What's less fine is that a graph is also tied to a game. I am storing positions in the nodes after all; but positions that belong to the same game. This means that to the N-NN-TN type trio, I need to add P-M-T from the game API, making the generic parameter list of the graph types this monstrosity:
<N extends Node<N,NN,TN,P,M,T>,
NN extends NormalNode<N,NN,TN,P,M,T>,
TN extends TransformationNode<N,NN,TN,P,M,T>,
P extends Position<P,M,T>,
M extends Move<M,T>,
T extends Transformation<T>>
And whenever I reference a node of a graph, I'm carrying this list with myself. Now this is too much for me.

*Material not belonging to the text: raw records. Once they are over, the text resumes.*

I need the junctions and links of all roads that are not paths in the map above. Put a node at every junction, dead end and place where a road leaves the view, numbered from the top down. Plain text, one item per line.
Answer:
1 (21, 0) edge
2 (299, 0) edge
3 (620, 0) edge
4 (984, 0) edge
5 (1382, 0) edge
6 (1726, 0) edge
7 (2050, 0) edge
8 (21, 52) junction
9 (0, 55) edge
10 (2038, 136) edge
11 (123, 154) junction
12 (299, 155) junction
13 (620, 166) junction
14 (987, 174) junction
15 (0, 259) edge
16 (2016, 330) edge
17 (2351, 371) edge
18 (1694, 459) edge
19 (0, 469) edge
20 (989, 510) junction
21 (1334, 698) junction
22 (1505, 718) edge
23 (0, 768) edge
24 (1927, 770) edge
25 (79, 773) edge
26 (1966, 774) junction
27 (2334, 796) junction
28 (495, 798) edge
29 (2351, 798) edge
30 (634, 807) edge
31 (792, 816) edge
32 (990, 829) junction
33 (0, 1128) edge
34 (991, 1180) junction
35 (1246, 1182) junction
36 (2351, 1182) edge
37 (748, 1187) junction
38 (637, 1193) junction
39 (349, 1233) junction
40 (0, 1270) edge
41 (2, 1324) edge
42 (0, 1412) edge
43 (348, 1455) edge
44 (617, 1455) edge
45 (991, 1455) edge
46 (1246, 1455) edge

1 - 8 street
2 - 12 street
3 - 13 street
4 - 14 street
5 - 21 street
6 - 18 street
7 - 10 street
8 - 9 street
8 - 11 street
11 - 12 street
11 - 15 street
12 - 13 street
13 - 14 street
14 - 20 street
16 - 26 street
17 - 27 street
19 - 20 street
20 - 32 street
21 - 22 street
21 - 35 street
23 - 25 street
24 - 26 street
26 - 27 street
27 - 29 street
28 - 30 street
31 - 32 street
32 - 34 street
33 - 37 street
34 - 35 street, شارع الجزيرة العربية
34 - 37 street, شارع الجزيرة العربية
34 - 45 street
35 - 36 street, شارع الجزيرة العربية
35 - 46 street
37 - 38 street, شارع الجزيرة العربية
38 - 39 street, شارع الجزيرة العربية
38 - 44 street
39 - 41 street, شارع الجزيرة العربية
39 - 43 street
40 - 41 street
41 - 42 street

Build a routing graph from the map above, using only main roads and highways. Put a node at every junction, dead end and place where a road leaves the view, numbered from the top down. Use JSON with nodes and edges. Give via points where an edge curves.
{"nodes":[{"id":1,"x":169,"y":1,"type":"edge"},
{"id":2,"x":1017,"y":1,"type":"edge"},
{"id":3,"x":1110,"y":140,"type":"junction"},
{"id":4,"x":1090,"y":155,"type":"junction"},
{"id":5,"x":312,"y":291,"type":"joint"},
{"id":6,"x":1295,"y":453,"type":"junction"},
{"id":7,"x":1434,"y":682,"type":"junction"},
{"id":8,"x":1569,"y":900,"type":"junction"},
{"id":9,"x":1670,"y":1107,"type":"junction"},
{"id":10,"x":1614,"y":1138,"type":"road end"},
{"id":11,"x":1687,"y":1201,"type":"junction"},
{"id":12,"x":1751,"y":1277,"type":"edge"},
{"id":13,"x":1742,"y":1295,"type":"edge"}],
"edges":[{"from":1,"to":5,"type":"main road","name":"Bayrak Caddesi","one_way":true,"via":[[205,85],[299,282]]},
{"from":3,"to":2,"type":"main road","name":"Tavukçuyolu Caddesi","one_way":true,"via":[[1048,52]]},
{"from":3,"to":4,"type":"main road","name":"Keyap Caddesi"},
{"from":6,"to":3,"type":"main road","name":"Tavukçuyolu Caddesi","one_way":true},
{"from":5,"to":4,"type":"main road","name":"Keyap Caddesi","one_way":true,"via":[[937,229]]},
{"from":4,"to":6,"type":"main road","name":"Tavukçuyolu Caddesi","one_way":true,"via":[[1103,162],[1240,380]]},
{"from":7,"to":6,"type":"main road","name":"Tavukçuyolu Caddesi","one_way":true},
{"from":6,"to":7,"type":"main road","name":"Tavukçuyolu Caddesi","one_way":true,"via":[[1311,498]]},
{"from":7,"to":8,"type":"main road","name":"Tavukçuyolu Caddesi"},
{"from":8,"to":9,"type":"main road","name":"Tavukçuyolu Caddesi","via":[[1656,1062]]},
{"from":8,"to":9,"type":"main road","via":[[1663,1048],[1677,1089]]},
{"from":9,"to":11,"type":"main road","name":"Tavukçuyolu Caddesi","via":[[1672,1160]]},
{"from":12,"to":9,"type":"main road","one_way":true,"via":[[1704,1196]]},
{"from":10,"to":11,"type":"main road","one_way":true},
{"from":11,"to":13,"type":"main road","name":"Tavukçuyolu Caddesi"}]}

I don't really have a good option when it comes to avoiding the P-M-T types in the nodes, because I really cannot refer to positions without them very well. What would Node.getPosition return without them? It could return Position<?,?,?>, but then the code that gets this result cannot do anything sensible with it. Without the move type, the compiler will not let me call Position.move, with the argument type being ? extends Move<?,?>. I could use raw types in the clients of the API, but that's something I don't even want to consider.
Right now I consider my best route of action to be avoiding the generic types for the graph nodes: N-NN-TN. This means that the graph types only need to carry P-M-T, but I need to do casts in the graph implementations. Although if I do that, why not remove P-M-T as well, and do casts in the game implementations? If using generics in the game API is something I want to do, then using generics in the graph API is a natural extension. How can I justify using one but not the other? I don't really know what I'll end up doing.
None of the options I can think of seem to be 'the right way'. I'm not even sure if there is one.